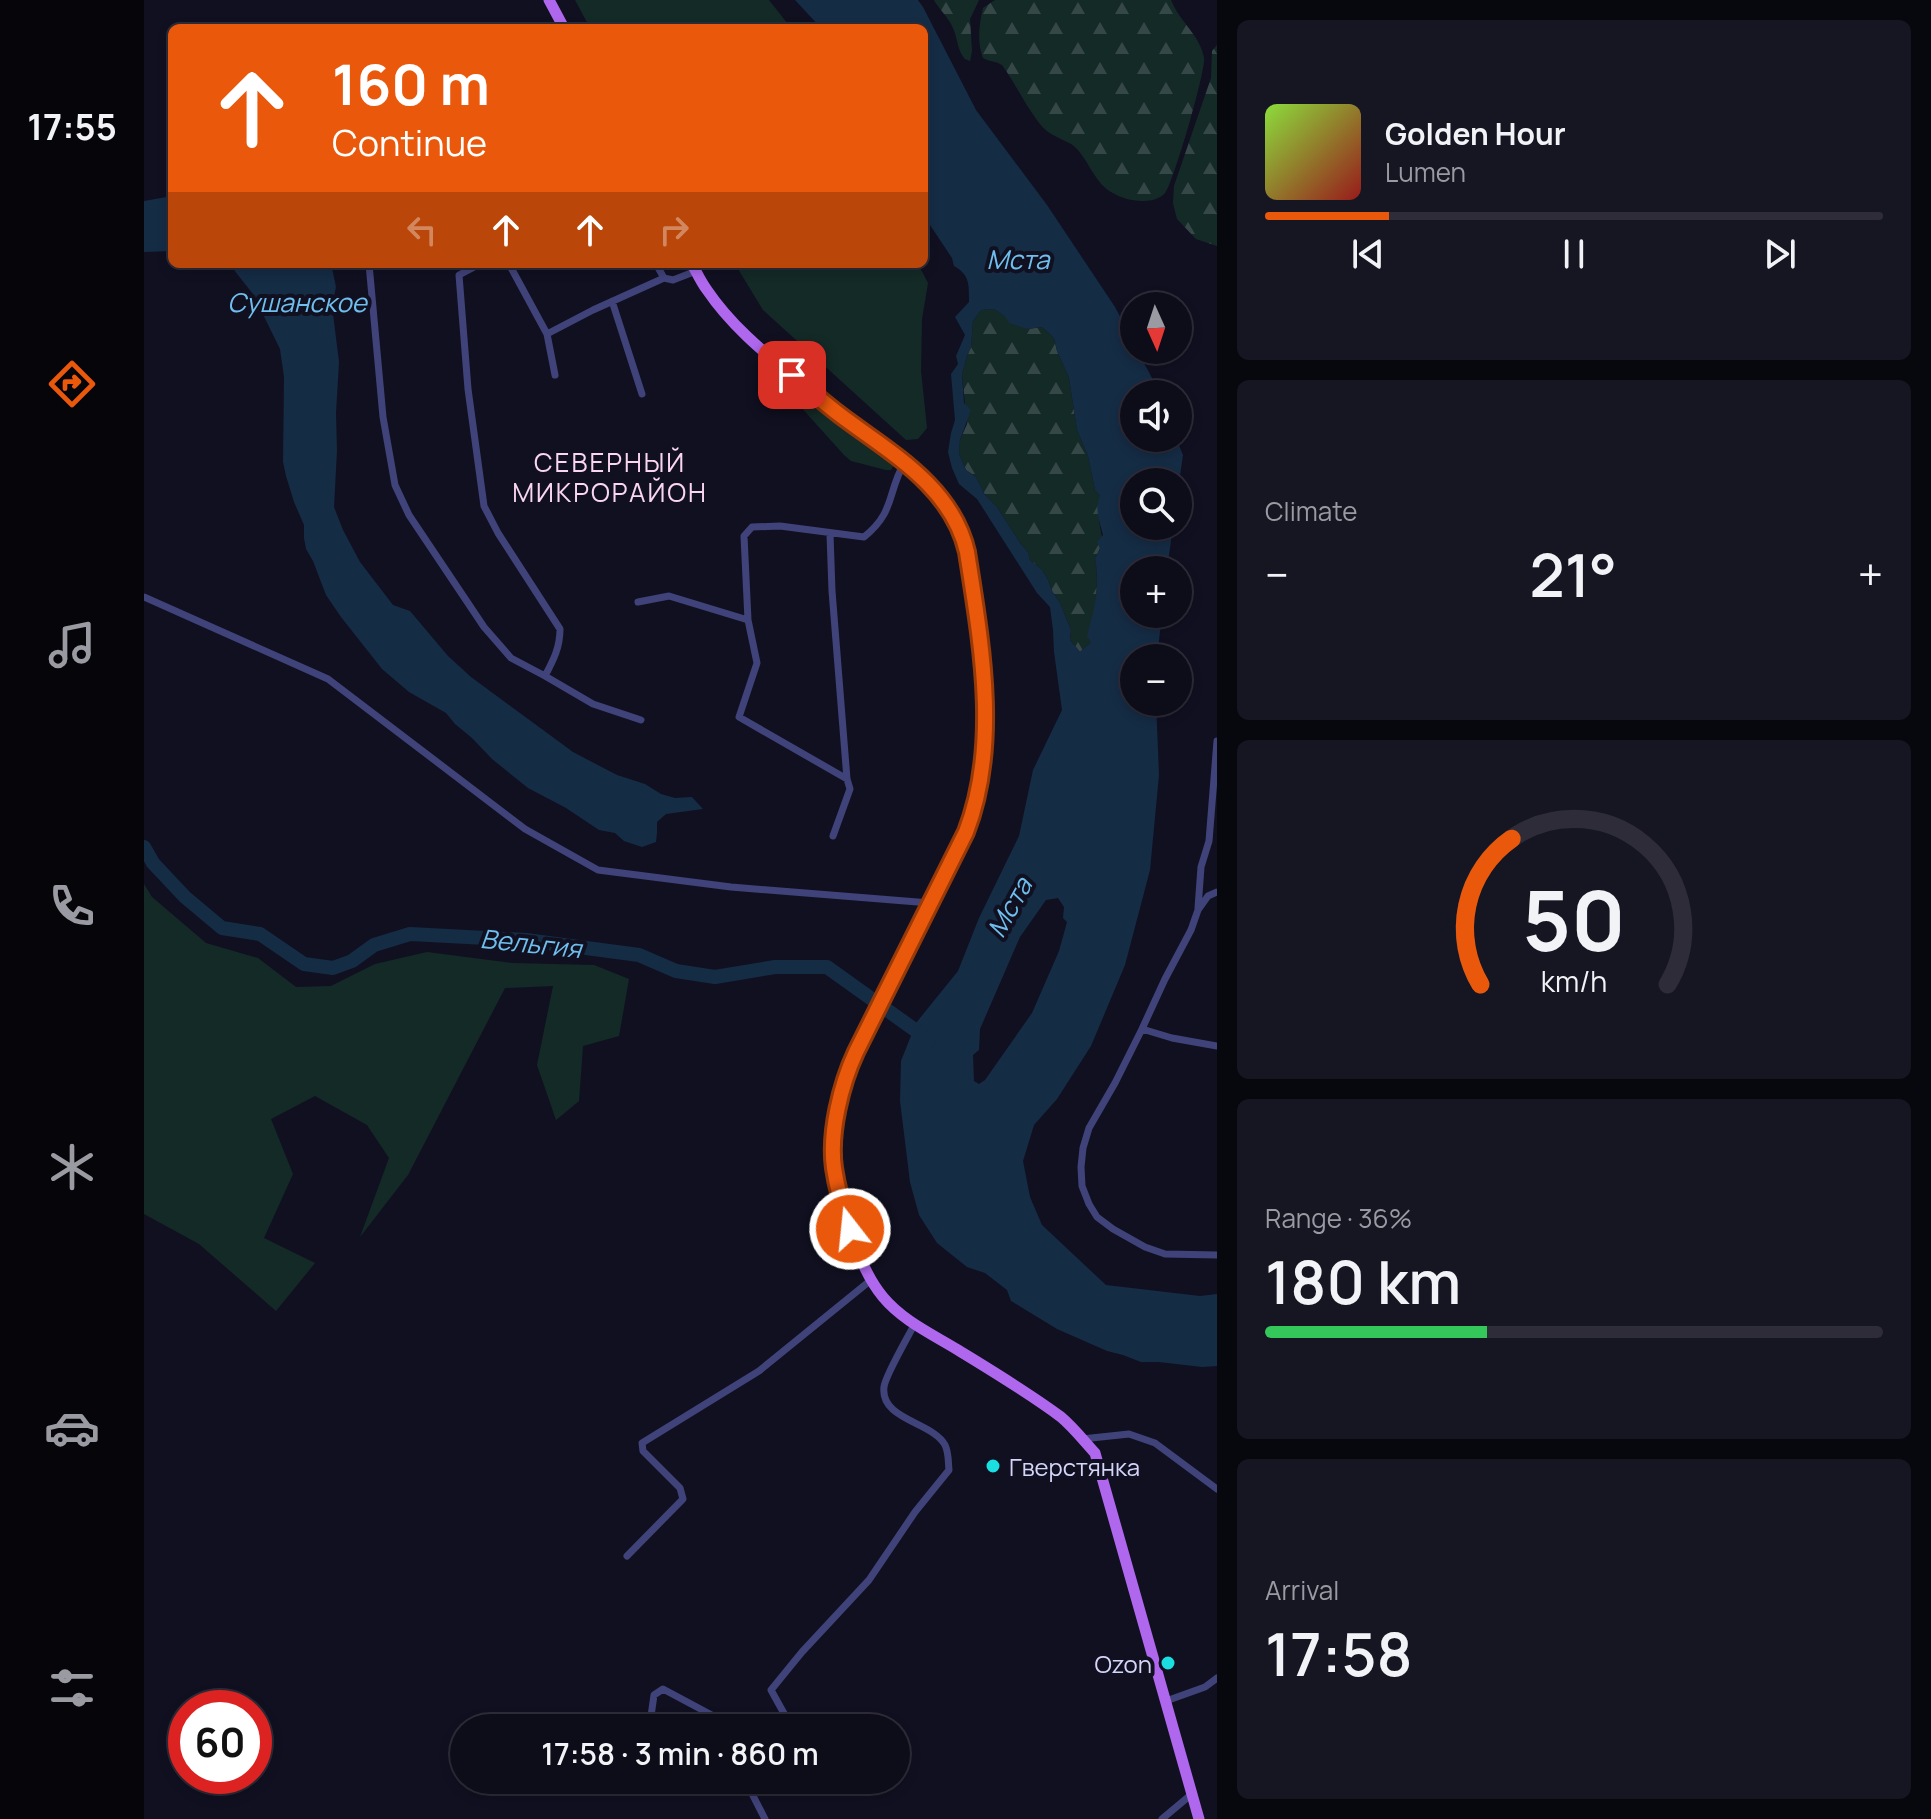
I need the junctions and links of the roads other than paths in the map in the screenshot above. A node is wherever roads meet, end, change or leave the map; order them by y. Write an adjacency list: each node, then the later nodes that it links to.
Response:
1 (549, 0): 2 (main road)
2 (562, 24)
3 (369, 268): 19 (street)
4 (472, 268): 19 (street)
5 (511, 268): 11 (street)
6 (658, 268): 9 (street)
7 (692, 268): 9 (street)
8 (695, 268): 14 (main road)
9 (664, 278): 10 (street)
10 (612, 301): 11 (street); 13 (street)
11 (547, 334): 12 (street)
12 (555, 375)
13 (642, 394)
14 (900, 459): 15 (street); 25 (main road)
15 (830, 534): 18 (street); 22 (street)
16 (144, 597): 25 (street)
17 (638, 602): 18 (street)
18 (748, 620): 22 (street)
19 (545, 676): 20 (street)
20 (641, 720)
21 (1217, 741): 26 (street)
22 (847, 779): 23 (street)
23 (833, 836)
24 (1217, 892): 26 (street)
25 (930, 903): 30 (main road)
26 (1198, 910): 27 (street)
27 (1142, 1029): 28 (street); 29 (street)
28 (1217, 1046)
29 (1217, 1255)
30 (871, 1280): 31 (main road); 34 (street)
31 (914, 1325): 32 (main road); 39 (street)
32 (1082, 1439): 33 (street); 36 (main road)
33 (1217, 1489)
34 (627, 1556)
35 (1217, 1678): 36 (street)
36 (1166, 1701): 40 (main road)
37 (651, 1714): 38 (street)
38 (710, 1714)
39 (784, 1714)
40 (1193, 1793): 43 (street); 44 (main road)
41 (752, 1794): 42 (street)
42 (765, 1819)
43 (1162, 1819)
44 (1199, 1819)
================================
■ **TASK OBJECTIVE**
Leave the images aside and transcribe all entries exactly.

■ **COMPLETED EXERCISE**
I need the junctions and links of the roads other than paths in the map in the screenshot above. A node is wherever roads meet, end, change or leave the map; order them by y. Write an adjacency list: each node, then the later nodes that it links to.
Response:
1 (549, 0): 2 (main road)
2 (562, 24)
3 (369, 268): 19 (street)
4 (472, 268): 19 (street)
5 (511, 268): 11 (street)
6 (658, 268): 9 (street)
7 (692, 268): 9 (street)
8 (695, 268): 14 (main road)
9 (664, 278): 10 (street)
10 (612, 301): 11 (street); 13 (street)
11 (547, 334): 12 (street)
12 (555, 375)
13 (642, 394)
14 (900, 459): 15 (street); 25 (main road)
15 (830, 534): 18 (street); 22 (street)
16 (144, 597): 25 (street)
17 (638, 602): 18 (street)
18 (748, 620): 22 (street)
19 (545, 676): 20 (street)
20 (641, 720)
21 (1217, 741): 26 (street)
22 (847, 779): 23 (street)
23 (833, 836)
24 (1217, 892): 26 (street)
25 (930, 903): 30 (main road)
26 (1198, 910): 27 (street)
27 (1142, 1029): 28 (street); 29 (street)
28 (1217, 1046)
29 (1217, 1255)
30 (871, 1280): 31 (main road); 34 (street)
31 (914, 1325): 32 (main road); 39 (street)
32 (1082, 1439): 33 (street); 36 (main road)
33 (1217, 1489)
34 (627, 1556)
35 (1217, 1678): 36 (street)
36 (1166, 1701): 40 (main road)
37 (651, 1714): 38 (street)
38 (710, 1714)
39 (784, 1714)
40 (1193, 1793): 43 (street); 44 (main road)
41 (752, 1794): 42 (street)
42 (765, 1819)
43 (1162, 1819)
44 (1199, 1819)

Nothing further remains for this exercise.